Saved entries:
---

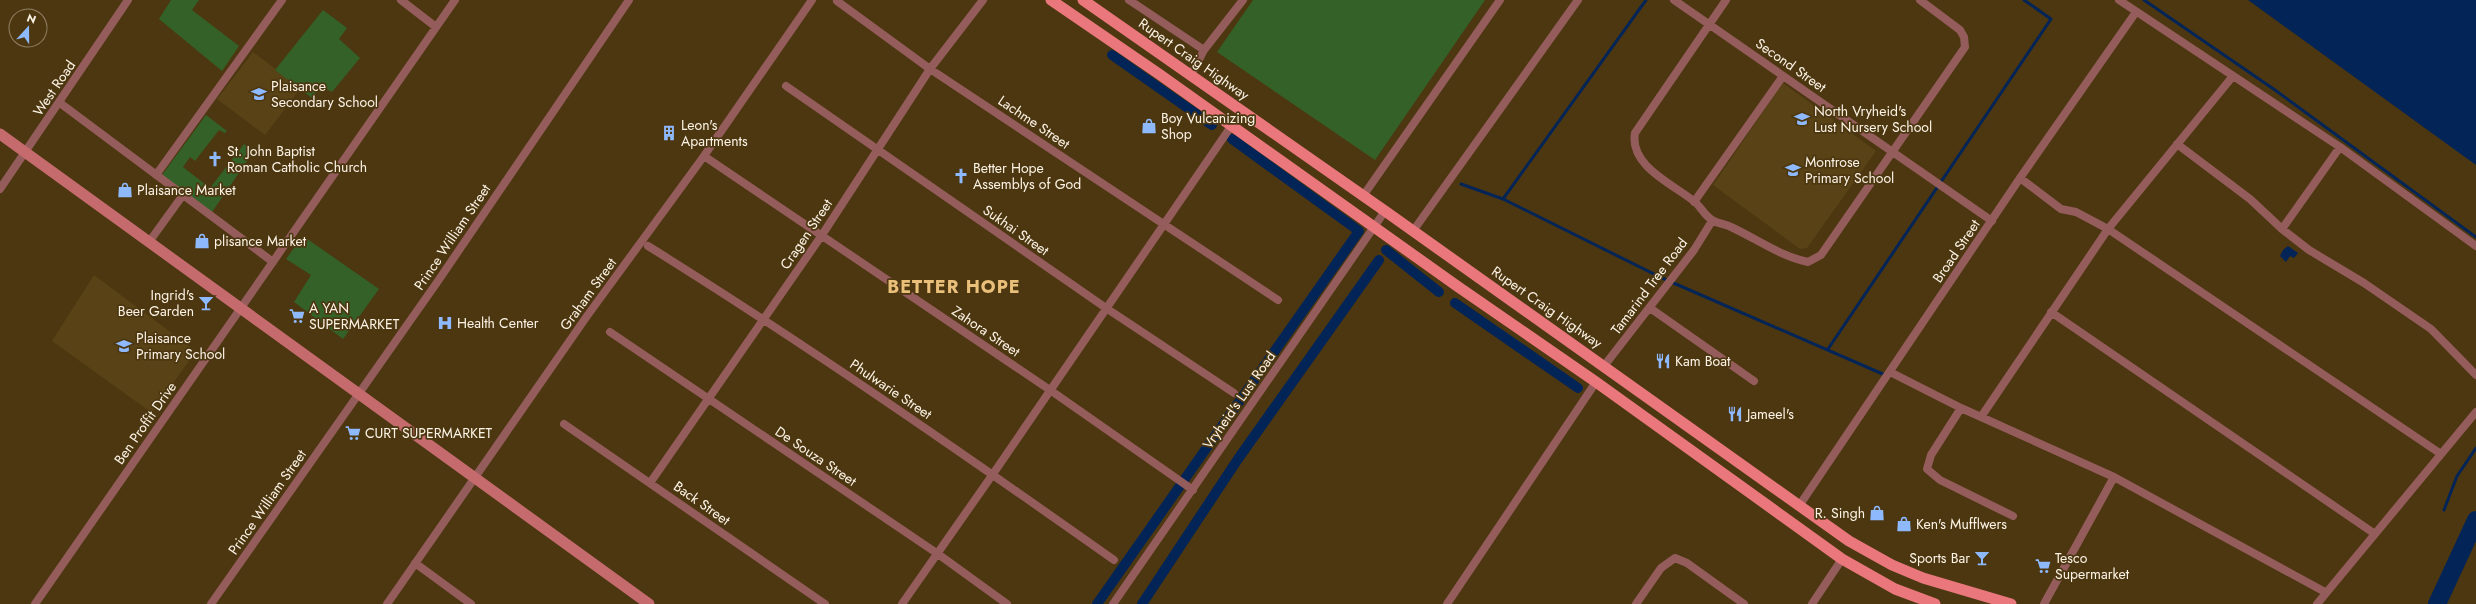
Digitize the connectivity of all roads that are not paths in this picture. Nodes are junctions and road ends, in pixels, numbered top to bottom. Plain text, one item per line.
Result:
1 (128, 0) edge
2 (282, 0) edge
3 (400, 0) edge
4 (455, 0) edge
5 (629, 0) edge
6 (812, 0) edge
7 (983, 0) edge
8 (1051, 0) edge
9 (1083, 0) edge
10 (1129, 0) edge
11 (1243, 0) edge
12 (1500, 0) edge
13 (1578, 0) edge
14 (1674, 0) edge
15 (1726, 0) edge
16 (1920, 0) edge
17 (2119, 0) edge
18 (837, 1) edge
19 (2136, 12) junction
20 (1709, 24) junction
21 (436, 27) junction
22 (1204, 50) junction
23 (930, 69) junction
24 (1191, 75) junction
25 (1783, 76) junction
26 (2233, 76) junction
27 (786, 86) dead end
28 (60, 103) junction
29 (1232, 125) junction
30 (0, 134) edge
31 (2177, 144) junction
32 (2340, 147) junction
33 (878, 151) junction
34 (1894, 152) junction
35 (25, 153) junction
36 (704, 156) junction
37 (156, 175) junction
38 (2020, 178) junction
39 (0, 189) edge
40 (183, 195) junction
41 (1363, 196) junction
42 (1694, 202) junction
43 (1385, 211) junction
44 (1712, 221) junction
45 (1992, 221) junction
46 (1163, 223) junction
47 (1374, 228) junction
48 (2108, 229) junction
49 (2282, 229) junction
50 (1413, 231) junction
51 (822, 235) junction
52 (149, 242) junction
53 (648, 246) dead end
54 (2476, 246) edge
55 (273, 262) junction
56 (1278, 300) dead end
57 (241, 307) junction
58 (1106, 308) junction
59 (1650, 308) junction
60 (2051, 312) junction
61 (763, 318) junction
62 (610, 332) dead end
63 (1604, 366) junction
64 (1890, 372) junction
65 (2476, 375) edge
66 (1754, 381) dead end
67 (1596, 382) junction
68 (1050, 390) junction
69 (1234, 393) dead end
70 (359, 394) junction
71 (707, 398) junction
72 (1961, 408) junction
73 (2476, 412) edge
74 (1981, 416) junction
75 (564, 424) dead end
76 (2441, 454) junction
77 (994, 474) junction
78 (2114, 477) junction
79 (475, 478) junction
80 (650, 483) junction
81 (1191, 489) junction
82 (1799, 506) junction
83 (2013, 516) dead end
84 (2375, 534) junction
85 (938, 554) junction
86 (1842, 559) junction
87 (1114, 560) dead end
88 (415, 563) junction
89 (2325, 592) junction
90 (34, 604) edge
91 (211, 604) edge
92 (387, 604) edge
93 (471, 604) edge
94 (649, 604) edge
95 (825, 604) edge
96 (902, 604) edge
97 (1007, 604) edge
98 (1113, 604) edge
99 (1446, 604) edge
100 (1636, 604) edge
101 (1744, 604) edge
102 (1812, 604) edge
103 (1936, 604) edge
104 (2011, 604) edge
105 (2044, 604) edge
106 (2317, 604) edge

1 - 28 street, West Road
2 - 37 street
3 - 21 street
4 - 21 street, Ben Proffit Drive
5 - 70 street, Prince William Street
6 - 36 street, Graham Street
7 - 23 street, Cragen Street
8 - 29 main road
9 - 24 main road, Rupert Craig Highway
10 - 22 street
11 - 22 street
12 - 41 street
13 - 50 street
14 - 20 street, Second Street
15 - 20 street
16 - 34 street
17 - 19 street
18 - 23 street, Lachme Street
19 - 26 street
19 - 38 street, Broad Street
20 - 25 street, Second Street
20 - 42 street
21 - 55 street, Ben Proffit Drive
22 - 24 street
23 - 33 street, Cragen Street
23 - 46 street, Lachme Street
24 - 41 main road, Rupert Craig Highway
25 - 34 street, Second Street
25 - 42 street
26 - 31 street
26 - 32 street
27 - 33 street, Sukhai Street
28 - 35 street, West Road
28 - 37 street
29 - 46 street
29 - 47 main road
30 - 35 main road
31 - 48 street
31 - 49 street
32 - 49 street
32 - 54 street
33 - 51 street, Cragen Street
33 - 58 street, Sukhai Street
34 - 44 street
34 - 45 street, Second Street
35 - 39 street, West Road
35 - 52 main road
36 - 51 street, Zahora Street
36 - 79 street, Graham Street
37 - 40 street
38 - 45 street, Broad Street
38 - 48 street
40 - 52 street
40 - 55 street
41 - 43 main road, Rupert Craig Highway
42 - 44 street
43 - 47 street, Vryheid's Lust Road
43 - 50 main road, Rupert Craig Highway
44 - 59 street, Tamarind Tree Road
45 - 64 street, Broad Street
46 - 56 street, Lachme Street
46 - 58 street
47 - 67 main road
47 - 81 street, Vryheid's Lust Road
48 - 60 street
48 - 76 street
49 - 65 street
50 - 63 main road, Rupert Craig Highway
51 - 61 street, Cragen Street
51 - 68 street, Zahora Street
52 - 57 main road
53 - 61 street, Phulwarie Street
55 - 57 street, Ben Proffit Drive
57 - 70 main road
57 - 90 street, Ben Proffit Drive
58 - 68 street
58 - 69 street, Sukhai Street
59 - 63 street, Tamarind Tree Road
59 - 66 street
60 - 74 street
60 - 84 street
61 - 71 street, Cragen Street
61 - 77 street, Phulwarie Street
62 - 71 street, De Souza Street
63 - 82 main road, Rupert Craig Highway
64 - 72 street
64 - 82 street, Broad Street
67 - 86 main road
67 - 99 street
68 - 77 street
68 - 81 street, Zahora Street
70 - 79 main road
70 - 91 street, Prince William Street
71 - 80 street, Cragen Street
71 - 85 street, De Souza Street
72 - 74 street
72 - 83 street
73 - 76 street
74 - 78 street
75 - 80 street, Back Street
76 - 84 street
77 - 85 street
77 - 87 street, Phulwarie Street
78 - 89 street
78 - 105 street
79 - 88 street, Graham Street
79 - 94 main road
80 - 95 street, Back Street
81 - 98 street, Vryheid's Lust Road
82 - 104 main road, Rupert Craig Highway
84 - 89 street
85 - 96 street
85 - 97 street, De Souza Street
86 - 102 street
86 - 103 main road
88 - 92 street, Graham Street
88 - 93 street
89 - 106 street
100 - 101 street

---

For each line in the records that holds "Sukhai", show that line as it stands.

27 - 33 street, Sukhai Street
33 - 58 street, Sukhai Street
58 - 69 street, Sukhai Street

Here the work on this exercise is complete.